▸ **What is needed**
Retrieve every line from the records in which the word "Sergent" occurs.

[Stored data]
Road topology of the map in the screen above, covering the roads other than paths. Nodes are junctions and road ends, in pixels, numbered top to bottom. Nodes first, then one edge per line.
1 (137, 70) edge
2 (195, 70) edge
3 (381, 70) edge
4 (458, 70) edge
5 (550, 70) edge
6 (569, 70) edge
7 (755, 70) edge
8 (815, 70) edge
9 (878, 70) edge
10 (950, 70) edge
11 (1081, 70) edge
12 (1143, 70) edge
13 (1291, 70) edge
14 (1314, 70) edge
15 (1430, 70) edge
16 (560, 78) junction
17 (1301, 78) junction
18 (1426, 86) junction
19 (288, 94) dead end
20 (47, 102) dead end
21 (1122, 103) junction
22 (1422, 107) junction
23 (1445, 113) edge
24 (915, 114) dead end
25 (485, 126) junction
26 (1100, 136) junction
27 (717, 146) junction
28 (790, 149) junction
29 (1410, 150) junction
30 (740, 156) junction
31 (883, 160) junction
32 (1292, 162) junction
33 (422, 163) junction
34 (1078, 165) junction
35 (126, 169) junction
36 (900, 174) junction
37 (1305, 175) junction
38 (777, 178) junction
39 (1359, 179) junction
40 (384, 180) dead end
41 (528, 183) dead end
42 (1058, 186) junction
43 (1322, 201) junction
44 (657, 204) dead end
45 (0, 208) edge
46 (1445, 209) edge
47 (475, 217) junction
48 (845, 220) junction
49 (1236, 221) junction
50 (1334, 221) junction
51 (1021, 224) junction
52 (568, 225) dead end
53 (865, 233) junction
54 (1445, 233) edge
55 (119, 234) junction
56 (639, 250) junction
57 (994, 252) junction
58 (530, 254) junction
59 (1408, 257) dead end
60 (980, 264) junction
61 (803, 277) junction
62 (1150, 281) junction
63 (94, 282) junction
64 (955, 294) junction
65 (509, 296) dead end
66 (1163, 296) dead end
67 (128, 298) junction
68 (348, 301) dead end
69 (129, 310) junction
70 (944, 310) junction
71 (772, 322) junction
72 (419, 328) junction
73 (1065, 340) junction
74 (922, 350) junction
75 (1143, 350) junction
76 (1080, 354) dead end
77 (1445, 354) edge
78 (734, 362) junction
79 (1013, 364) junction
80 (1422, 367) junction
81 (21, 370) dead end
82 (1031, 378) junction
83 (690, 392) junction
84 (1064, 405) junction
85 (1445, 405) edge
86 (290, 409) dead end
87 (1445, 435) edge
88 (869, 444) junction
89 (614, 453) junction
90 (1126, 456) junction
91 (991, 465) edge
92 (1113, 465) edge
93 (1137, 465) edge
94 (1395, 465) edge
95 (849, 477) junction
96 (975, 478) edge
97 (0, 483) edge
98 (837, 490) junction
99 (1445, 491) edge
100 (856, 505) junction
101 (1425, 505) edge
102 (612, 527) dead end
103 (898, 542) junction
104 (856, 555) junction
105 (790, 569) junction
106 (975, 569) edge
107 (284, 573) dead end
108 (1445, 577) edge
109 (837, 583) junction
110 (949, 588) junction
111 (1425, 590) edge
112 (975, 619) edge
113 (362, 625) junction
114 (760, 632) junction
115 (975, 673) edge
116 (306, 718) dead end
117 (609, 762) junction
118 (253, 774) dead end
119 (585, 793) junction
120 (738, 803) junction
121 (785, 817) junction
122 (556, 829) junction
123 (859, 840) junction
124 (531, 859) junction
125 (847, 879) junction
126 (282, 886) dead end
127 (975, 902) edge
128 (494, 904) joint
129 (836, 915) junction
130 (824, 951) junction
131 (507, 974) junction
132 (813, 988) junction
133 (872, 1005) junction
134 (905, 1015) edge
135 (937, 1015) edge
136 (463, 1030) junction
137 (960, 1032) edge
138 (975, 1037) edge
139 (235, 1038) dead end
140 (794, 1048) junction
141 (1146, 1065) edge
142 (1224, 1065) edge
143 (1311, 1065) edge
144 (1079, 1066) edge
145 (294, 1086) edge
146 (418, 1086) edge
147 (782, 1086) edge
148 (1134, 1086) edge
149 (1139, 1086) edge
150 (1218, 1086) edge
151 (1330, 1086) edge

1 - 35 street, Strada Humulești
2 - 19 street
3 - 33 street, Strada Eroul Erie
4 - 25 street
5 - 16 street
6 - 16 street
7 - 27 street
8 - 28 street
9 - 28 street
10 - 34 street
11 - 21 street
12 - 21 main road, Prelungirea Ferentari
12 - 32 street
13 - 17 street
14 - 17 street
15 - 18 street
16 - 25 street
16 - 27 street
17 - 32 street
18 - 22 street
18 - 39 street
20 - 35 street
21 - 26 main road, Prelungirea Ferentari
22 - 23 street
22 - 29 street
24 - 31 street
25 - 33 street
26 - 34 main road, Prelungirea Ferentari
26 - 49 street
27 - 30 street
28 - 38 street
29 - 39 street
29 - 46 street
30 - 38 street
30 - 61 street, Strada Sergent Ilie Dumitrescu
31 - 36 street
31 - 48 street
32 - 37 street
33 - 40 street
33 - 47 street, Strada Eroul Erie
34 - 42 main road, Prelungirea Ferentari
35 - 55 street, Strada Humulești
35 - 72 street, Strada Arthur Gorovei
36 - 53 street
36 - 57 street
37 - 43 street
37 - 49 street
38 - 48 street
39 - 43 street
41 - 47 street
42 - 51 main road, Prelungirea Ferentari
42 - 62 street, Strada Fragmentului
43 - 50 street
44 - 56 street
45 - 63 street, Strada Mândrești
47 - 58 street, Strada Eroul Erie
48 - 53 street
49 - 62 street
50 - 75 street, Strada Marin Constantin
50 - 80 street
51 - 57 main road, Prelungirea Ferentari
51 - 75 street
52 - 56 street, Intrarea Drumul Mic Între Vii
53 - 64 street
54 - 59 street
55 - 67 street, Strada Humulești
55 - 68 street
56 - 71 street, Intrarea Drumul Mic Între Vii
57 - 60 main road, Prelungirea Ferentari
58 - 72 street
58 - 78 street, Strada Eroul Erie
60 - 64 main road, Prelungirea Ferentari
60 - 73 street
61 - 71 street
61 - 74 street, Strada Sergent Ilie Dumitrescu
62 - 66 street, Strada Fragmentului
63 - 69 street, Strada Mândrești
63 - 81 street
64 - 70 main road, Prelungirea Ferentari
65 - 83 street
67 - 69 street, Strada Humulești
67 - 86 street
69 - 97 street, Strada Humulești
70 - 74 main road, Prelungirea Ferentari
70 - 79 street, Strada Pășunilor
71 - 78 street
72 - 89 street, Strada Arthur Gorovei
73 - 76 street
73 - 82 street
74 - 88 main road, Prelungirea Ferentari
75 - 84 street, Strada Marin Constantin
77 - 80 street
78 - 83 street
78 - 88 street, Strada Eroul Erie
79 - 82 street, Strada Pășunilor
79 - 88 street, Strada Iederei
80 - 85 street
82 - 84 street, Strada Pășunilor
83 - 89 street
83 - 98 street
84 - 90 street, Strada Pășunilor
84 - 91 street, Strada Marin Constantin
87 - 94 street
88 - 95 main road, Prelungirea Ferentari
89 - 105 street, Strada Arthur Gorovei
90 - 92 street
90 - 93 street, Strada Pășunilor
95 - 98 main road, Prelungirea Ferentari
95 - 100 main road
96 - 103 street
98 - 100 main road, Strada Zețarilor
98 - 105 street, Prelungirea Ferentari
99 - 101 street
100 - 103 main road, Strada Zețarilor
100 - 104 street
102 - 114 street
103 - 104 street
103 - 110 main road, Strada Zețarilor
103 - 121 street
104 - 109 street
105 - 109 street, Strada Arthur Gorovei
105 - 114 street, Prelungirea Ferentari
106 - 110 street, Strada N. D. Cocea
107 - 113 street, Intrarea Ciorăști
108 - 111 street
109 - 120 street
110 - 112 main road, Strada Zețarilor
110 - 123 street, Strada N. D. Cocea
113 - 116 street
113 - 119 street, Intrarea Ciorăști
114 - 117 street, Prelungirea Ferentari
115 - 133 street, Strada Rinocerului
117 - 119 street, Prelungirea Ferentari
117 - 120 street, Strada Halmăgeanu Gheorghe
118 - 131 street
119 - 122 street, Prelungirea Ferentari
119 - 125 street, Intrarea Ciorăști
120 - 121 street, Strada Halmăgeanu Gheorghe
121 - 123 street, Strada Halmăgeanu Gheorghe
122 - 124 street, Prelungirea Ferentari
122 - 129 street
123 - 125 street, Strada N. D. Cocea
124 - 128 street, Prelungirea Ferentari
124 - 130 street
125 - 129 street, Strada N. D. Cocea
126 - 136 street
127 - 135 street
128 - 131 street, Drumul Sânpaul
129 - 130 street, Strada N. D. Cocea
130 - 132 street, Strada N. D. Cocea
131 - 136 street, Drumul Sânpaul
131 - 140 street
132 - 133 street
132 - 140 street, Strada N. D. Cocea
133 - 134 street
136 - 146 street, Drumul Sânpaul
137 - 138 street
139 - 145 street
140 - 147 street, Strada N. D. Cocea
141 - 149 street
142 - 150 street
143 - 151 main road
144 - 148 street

▸ **Response to this exercise**
30 - 61 street, Strada Sergent Ilie Dumitrescu
61 - 74 street, Strada Sergent Ilie Dumitrescu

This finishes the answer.